Bug 1745196

Summary:	AWS installs occasionally fail due to S3 bucket race: [bucket] produced an unexpected new value for was present, but now absent
Product:	OpenShift Container Platform	Reporter:	W. Trevor King <wking>
Component:	Installer	Assignee:	W. Trevor King <wking>
Installer sub component:	openshift-installer	QA Contact:	Johnny Liu <jialiu>
Status:	CLOSED ERRATA	Docs Contact:
Severity:	low
Priority:	unspecified	CC:	adahiya, hongkliu, jialiu, jlebon, kgarriso, lsm5, obulatov, pmuller, shlao, surbania, wwurzbac
Version:	4.2.0
Target Milestone:	---
Target Release:	4.5.0
Hardware:	Unspecified
OS:	Unspecified
Whiteboard:
Fixed In Version:		Doc Type:	Bug Fix
Doc Text:	Cause: The AWS Terraform provider vendored by the installer would occasionally race S3's eventual consistency and get confused. Consequence: Installation would fail with: When applying changes to module.bootstrap.aws_s3_bucket.ignition, provider" level=error msg="\"aws\" produced an unexpected new value for was present, but now absent." Fix: The installer has vendored improved AWS Terraform provider code, which now robustly handles S3 eventual consistency.
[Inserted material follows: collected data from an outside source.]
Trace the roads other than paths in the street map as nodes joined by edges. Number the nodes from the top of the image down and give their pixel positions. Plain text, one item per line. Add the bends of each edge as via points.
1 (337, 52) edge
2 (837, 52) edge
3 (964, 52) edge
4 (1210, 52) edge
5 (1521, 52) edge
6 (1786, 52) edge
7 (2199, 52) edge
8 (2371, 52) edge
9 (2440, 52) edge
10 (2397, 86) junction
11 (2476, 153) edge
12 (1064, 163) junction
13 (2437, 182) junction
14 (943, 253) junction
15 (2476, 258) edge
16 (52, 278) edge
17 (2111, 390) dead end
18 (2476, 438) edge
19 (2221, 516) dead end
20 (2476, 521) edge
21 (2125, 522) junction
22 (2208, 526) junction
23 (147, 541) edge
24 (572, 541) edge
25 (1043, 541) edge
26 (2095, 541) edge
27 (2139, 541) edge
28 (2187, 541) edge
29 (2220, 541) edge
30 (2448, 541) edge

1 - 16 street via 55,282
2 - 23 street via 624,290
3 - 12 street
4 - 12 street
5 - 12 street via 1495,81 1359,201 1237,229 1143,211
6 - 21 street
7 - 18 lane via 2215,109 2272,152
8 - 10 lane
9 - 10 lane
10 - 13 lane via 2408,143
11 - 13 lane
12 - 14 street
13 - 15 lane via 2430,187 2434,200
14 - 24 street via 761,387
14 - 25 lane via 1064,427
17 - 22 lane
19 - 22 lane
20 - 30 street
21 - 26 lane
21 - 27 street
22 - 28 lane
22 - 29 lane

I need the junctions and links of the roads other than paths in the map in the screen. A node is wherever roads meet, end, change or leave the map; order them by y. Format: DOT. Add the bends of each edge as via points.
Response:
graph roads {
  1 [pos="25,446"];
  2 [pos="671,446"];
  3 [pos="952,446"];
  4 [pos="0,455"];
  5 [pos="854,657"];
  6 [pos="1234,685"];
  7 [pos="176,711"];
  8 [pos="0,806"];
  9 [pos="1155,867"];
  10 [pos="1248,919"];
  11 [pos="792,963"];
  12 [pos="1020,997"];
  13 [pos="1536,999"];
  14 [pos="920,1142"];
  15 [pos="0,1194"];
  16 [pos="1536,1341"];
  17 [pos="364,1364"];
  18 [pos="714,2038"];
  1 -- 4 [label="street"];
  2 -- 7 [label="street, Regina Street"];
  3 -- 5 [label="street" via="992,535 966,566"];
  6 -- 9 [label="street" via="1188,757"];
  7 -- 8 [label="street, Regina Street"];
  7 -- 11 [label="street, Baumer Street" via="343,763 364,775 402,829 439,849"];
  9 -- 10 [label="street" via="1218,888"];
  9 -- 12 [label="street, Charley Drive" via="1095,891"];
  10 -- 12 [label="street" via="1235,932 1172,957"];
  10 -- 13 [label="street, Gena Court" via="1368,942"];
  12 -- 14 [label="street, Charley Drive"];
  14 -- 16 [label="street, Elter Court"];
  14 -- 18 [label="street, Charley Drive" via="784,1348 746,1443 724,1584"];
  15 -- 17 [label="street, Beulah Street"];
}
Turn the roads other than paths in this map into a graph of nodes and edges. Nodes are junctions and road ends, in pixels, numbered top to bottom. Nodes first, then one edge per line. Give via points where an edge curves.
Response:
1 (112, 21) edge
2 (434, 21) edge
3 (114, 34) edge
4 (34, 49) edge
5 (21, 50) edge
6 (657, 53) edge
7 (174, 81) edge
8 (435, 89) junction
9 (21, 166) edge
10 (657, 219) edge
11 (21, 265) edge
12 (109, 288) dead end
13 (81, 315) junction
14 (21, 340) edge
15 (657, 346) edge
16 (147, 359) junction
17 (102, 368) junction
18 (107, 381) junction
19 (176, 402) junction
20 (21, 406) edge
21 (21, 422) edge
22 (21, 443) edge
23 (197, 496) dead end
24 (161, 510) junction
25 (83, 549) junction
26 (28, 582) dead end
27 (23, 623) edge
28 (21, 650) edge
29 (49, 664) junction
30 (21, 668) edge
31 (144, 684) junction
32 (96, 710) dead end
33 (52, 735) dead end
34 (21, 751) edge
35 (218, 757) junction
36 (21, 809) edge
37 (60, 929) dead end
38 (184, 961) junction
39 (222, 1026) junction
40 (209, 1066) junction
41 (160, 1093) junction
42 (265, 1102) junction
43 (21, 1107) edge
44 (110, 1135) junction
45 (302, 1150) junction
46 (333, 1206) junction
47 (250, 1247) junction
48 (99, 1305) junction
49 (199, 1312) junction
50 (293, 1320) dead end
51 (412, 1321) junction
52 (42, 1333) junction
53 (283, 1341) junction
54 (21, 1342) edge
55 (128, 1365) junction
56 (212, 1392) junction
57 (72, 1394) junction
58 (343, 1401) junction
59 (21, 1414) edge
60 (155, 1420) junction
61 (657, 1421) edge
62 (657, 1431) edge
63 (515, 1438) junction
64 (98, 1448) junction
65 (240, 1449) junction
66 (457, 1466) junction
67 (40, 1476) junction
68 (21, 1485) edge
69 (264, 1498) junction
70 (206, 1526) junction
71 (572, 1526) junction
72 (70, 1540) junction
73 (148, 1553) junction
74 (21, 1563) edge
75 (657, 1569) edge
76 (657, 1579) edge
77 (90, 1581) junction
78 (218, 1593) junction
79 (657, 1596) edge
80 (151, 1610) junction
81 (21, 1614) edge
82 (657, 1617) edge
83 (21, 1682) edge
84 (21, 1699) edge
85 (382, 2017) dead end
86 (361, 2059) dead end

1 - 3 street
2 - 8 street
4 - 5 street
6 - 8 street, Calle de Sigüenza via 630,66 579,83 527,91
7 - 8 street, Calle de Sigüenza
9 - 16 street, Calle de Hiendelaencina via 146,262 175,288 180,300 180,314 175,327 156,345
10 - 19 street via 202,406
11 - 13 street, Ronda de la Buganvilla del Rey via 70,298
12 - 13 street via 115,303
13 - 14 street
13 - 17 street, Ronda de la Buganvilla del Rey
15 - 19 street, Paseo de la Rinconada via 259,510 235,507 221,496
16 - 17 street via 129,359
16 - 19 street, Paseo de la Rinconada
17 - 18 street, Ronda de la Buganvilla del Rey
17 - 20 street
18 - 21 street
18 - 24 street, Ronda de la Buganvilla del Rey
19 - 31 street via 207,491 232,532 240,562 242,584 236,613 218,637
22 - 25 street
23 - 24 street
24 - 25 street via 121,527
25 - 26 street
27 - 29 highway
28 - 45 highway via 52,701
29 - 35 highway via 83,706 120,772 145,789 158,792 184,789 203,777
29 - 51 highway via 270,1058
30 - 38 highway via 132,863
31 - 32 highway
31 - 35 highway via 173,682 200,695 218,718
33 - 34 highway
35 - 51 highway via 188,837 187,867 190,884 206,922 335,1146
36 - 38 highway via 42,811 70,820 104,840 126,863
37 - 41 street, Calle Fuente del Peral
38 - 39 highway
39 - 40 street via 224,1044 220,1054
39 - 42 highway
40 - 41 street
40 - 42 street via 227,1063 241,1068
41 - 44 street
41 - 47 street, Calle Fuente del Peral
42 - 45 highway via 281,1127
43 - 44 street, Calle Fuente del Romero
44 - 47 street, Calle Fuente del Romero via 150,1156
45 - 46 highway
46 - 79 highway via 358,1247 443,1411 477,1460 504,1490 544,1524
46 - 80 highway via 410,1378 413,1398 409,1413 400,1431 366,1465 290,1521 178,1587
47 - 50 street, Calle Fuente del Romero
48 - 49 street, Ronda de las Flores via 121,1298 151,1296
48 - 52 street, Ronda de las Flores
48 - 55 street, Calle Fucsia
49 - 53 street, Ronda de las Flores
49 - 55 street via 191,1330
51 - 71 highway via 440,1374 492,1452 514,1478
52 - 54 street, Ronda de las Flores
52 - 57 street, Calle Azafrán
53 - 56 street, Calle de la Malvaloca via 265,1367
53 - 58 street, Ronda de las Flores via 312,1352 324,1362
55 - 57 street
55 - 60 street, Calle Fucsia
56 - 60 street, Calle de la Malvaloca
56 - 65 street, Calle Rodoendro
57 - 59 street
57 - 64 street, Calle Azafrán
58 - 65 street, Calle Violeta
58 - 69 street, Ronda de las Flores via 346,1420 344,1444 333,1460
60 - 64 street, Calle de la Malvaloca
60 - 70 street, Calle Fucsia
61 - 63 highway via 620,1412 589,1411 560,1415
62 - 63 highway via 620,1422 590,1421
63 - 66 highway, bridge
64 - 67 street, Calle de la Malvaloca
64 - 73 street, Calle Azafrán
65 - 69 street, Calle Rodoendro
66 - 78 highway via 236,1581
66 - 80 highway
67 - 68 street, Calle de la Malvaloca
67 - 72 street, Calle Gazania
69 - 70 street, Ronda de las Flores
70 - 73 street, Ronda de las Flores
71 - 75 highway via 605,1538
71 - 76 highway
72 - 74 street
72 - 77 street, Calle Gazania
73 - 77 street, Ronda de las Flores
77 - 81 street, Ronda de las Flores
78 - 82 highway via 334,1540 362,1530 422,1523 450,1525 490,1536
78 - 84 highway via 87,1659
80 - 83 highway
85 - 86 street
Result: Installer-provisioned AWS no longer flakes on "unexpected new value for was present, but now absent".	Story Points:	---
Clone Of:		Environment:
Last Closed:	2020-07-13 17:11:28 UTC	Type:	Bug
Regression:	---	Mount Type:	---
Documentation:	---	CRM:
Verified Versions:		Category:	---
oVirt Team:	---	RHEL 7.3 requirements from Atomic Host:
Cloudforms Team:	---	Target Upstream Version:
Embargoed:
Bug Depends On:
Bug Blocks:	1752313

Description W. Trevor King 2019-08-23 20:56:43 UTC

We have an ~0.3% (3 of the ~1000 .*aws.* jobs we've run in the past 24 hours [1]) rate of hitting errors like [2]:

level=error msg="Error: Provider produced inconsistent result after apply"
level=error
level=error msg="When applying changes to module.bootstrap.aws_s3_bucket.ignition, provider"
level=error msg="\"aws\" produced an unexpected new value for was present, but now absent."
level=error
level=error msg="This is a bug in the provider, which should be reported in the provider's own"
level=error msg="issue tracker."
level=error
level=fatal msg="failed to fetch Cluster: failed to generate asset \"Cluster\": failed to create cluster: failed to apply using Terraform" 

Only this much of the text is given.